▶ _INFORMATION PROVIDED_
-----

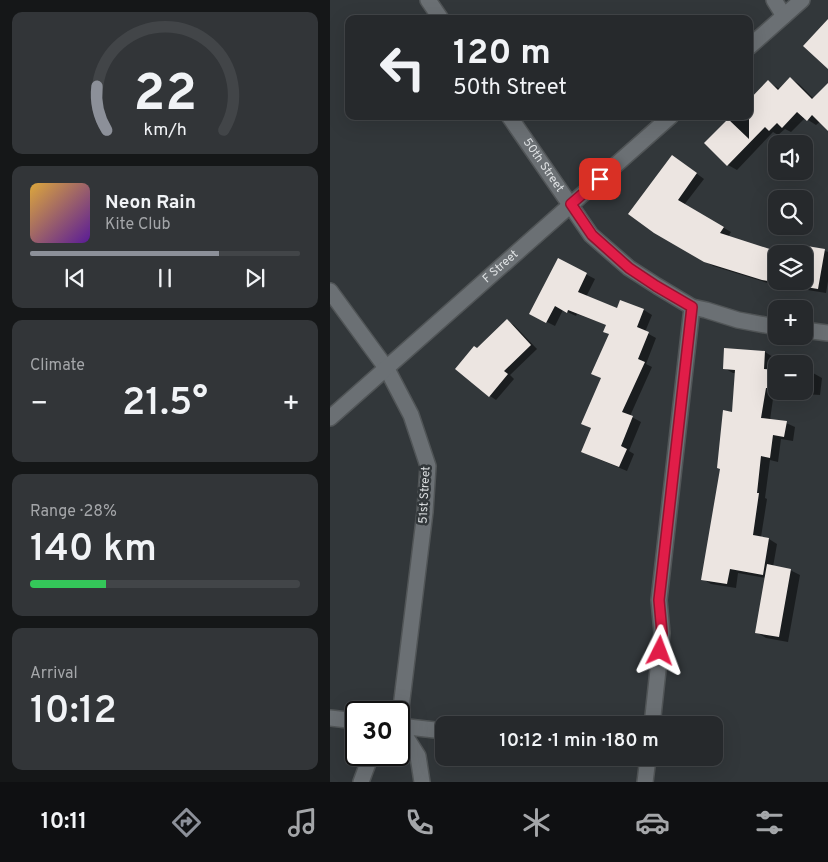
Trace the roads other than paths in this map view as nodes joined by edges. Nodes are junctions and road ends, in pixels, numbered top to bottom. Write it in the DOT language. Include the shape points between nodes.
graph roads {
  1 [pos="428,0"];
  2 [pos="774,0"];
  3 [pos="802,0"];
  4 [pos="438,15"];
  5 [pos="784,16"];
  6 [pos="753,43"];
  7 [pos="512,120"];
  8 [pos="666,120"];
  9 [pos="571,204"];
  10 [pos="330,291"];
  11 [pos="692,307"];
  12 [pos="768,326"];
  13 [pos="813,331"];
  14 [pos="828,333"];
  15 [pos="387,369"];
  16 [pos="330,418"];
  17 [pos="402,701"];
  18 [pos="653,716"];
  19 [pos="330,718"];
  20 [pos="345,720"];
  21 [pos="410,727"];
  22 [pos="435,730"];
  23 [pos="410,743"];
  24 [pos="367,766"];
  25 [pos="647,766"];
  26 [pos="361,782"];
  27 [pos="422,782"];
  28 [pos="645,782"];
  1 -- 4 [label="street"];
  2 -- 5 [label="street"];
  3 -- 5 [label="street"];
  5 -- 6 [label="street"];
  7 -- 9 [label="street, 50th Street"];
  8 -- 9 [label="street, F Street"];
  9 -- 11 [label="street, 50th Street" via="592,235 629,268"];
  9 -- 15 [label="street, F Street"];
  10 -- 15 [label="street, 51st Street"];
  11 -- 12 [label="street, 50th Street"];
  11 -- 18 [label="street" via="659,600 662,633"];
  13 -- 14 [label="street"];
  15 -- 16 [label="street, F Street"];
  15 -- 17 [label="street, 51st Street" via="411,415 428,466"];
  19 -- 20 [label="street"];
  21 -- 22 [label="street"];
  23 -- 27 [label="street" via="418,756"];
  24 -- 26 [label="street"];
  25 -- 28 [label="street"];
}
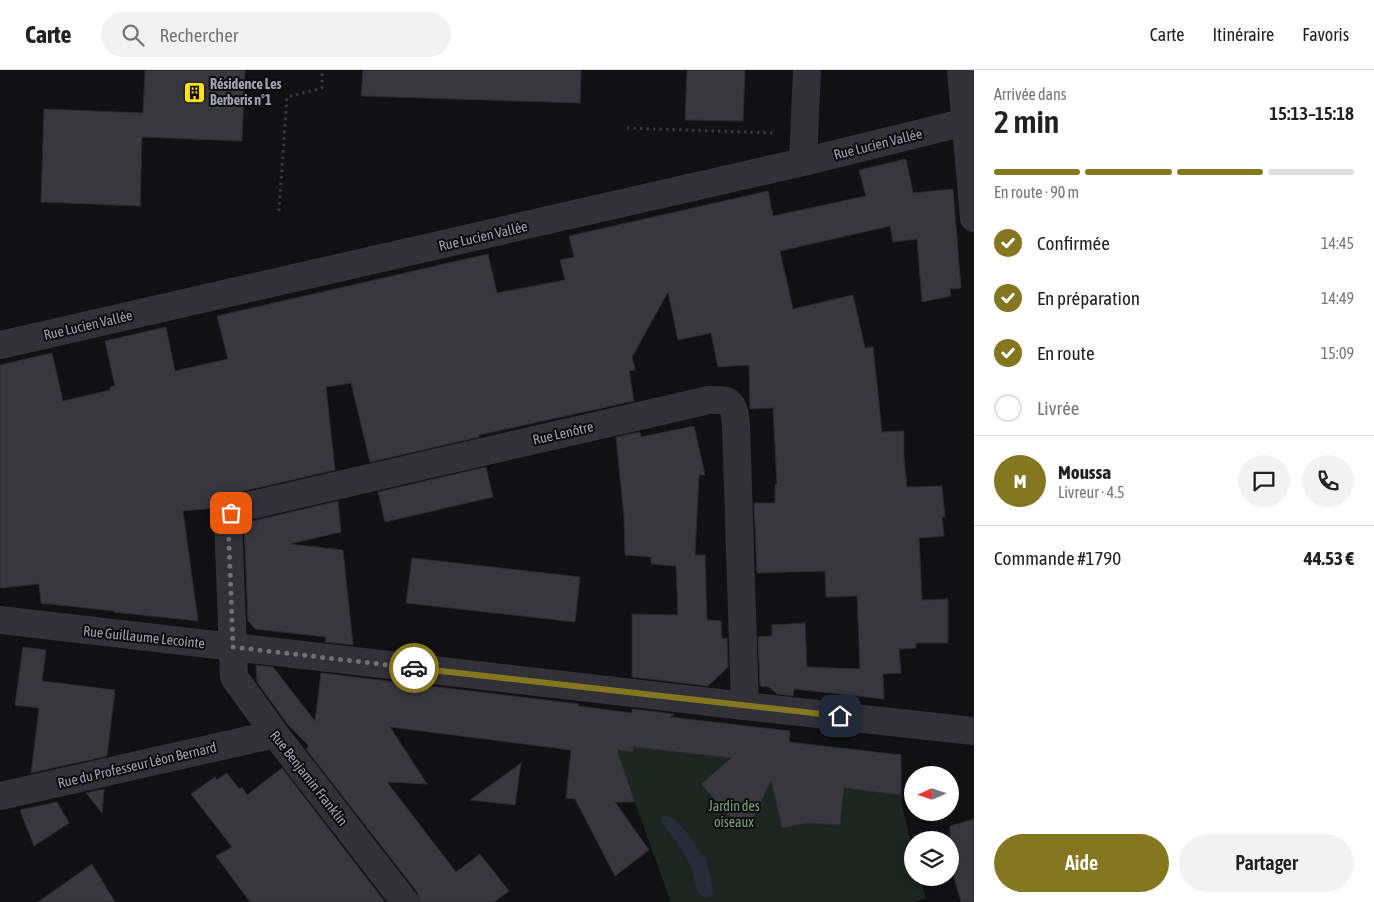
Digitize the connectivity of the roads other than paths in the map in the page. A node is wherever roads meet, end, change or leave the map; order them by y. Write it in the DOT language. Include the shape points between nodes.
graph roads {
  1 [pos="807,70"];
  2 [pos="961,70"];
  3 [pos="970,122"];
  4 [pos="803,162"];
  5 [pos="974,218"];
  6 [pos="0,345"];
  7 [pos="0,620"];
  8 [pos="233,647"];
  9 [pos="745,706"];
  10 [pos="974,731"];
  11 [pos="274,734"];
  12 [pos="0,796"];
  13 [pos="405,902"];
  1 -- 4 [label="street"];
  2 -- 3 [label="street"];
  3 -- 4 [label="street, Rue Lucien Vallée"];
  3 -- 5 [label="street"];
  4 -- 6 [label="street, Rue Lucien Vallée"];
  7 -- 8 [label="street, Rue Guillaume Lecointe"];
  8 -- 9 [label="street, Rue Guillaume Lecointe"];
  8 -- 9 [label="street, Rue Lenôtre" via="228,519 238,508 723,399 732,404 736,426"];
  8 -- 11 [label="street, Rue Benjamin Franklin" via="234,677"];
  9 -- 10 [label="street, Rue Guillaume Lecointe"];
  11 -- 12 [label="street, Rue du Professeur Léon Bernard"];
  11 -- 13 [label="street, Rue Benjamin Franklin"];
}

-----

▶ _WORK INSTRUCTION_
Apart from the images, the entries above must be returned without alteration.

▶ _EXPECTED ANSWER_
Trace the roads other than paths in this map view as nodes joined by edges. Nodes are junctions and road ends, in pixels, numbered top to bottom. Write it in the DOT language. Include the shape points between nodes.
graph roads {
  1 [pos="428,0"];
  2 [pos="774,0"];
  3 [pos="802,0"];
  4 [pos="438,15"];
  5 [pos="784,16"];
  6 [pos="753,43"];
  7 [pos="512,120"];
  8 [pos="666,120"];
  9 [pos="571,204"];
  10 [pos="330,291"];
  11 [pos="692,307"];
  12 [pos="768,326"];
  13 [pos="813,331"];
  14 [pos="828,333"];
  15 [pos="387,369"];
  16 [pos="330,418"];
  17 [pos="402,701"];
  18 [pos="653,716"];
  19 [pos="330,718"];
  20 [pos="345,720"];
  21 [pos="410,727"];
  22 [pos="435,730"];
  23 [pos="410,743"];
  24 [pos="367,766"];
  25 [pos="647,766"];
  26 [pos="361,782"];
  27 [pos="422,782"];
  28 [pos="645,782"];
  1 -- 4 [label="street"];
  2 -- 5 [label="street"];
  3 -- 5 [label="street"];
  5 -- 6 [label="street"];
  7 -- 9 [label="street, 50th Street"];
  8 -- 9 [label="street, F Street"];
  9 -- 11 [label="street, 50th Street" via="592,235 629,268"];
  9 -- 15 [label="street, F Street"];
  10 -- 15 [label="street, 51st Street"];
  11 -- 12 [label="street, 50th Street"];
  11 -- 18 [label="street" via="659,600 662,633"];
  13 -- 14 [label="street"];
  15 -- 16 [label="street, F Street"];
  15 -- 17 [label="street, 51st Street" via="411,415 428,466"];
  19 -- 20 [label="street"];
  21 -- 22 [label="street"];
  23 -- 27 [label="street" via="418,756"];
  24 -- 26 [label="street"];
  25 -- 28 [label="street"];
}
Digitize the connectivity of the roads other than paths in the map in the page. A node is wherever roads meet, end, change or leave the map; order them by y. Write it in the DOT language. Include the shape points between nodes.
graph roads {
  1 [pos="807,70"];
  2 [pos="961,70"];
  3 [pos="970,122"];
  4 [pos="803,162"];
  5 [pos="974,218"];
  6 [pos="0,345"];
  7 [pos="0,620"];
  8 [pos="233,647"];
  9 [pos="745,706"];
  10 [pos="974,731"];
  11 [pos="274,734"];
  12 [pos="0,796"];
  13 [pos="405,902"];
  1 -- 4 [label="street"];
  2 -- 3 [label="street"];
  3 -- 4 [label="street, Rue Lucien Vallée"];
  3 -- 5 [label="street"];
  4 -- 6 [label="street, Rue Lucien Vallée"];
  7 -- 8 [label="street, Rue Guillaume Lecointe"];
  8 -- 9 [label="street, Rue Guillaume Lecointe"];
  8 -- 9 [label="street, Rue Lenôtre" via="228,519 238,508 723,399 732,404 736,426"];
  8 -- 11 [label="street, Rue Benjamin Franklin" via="234,677"];
  9 -- 10 [label="street, Rue Guillaume Lecointe"];
  11 -- 12 [label="street, Rue du Professeur Léon Bernard"];
  11 -- 13 [label="street, Rue Benjamin Franklin"];
}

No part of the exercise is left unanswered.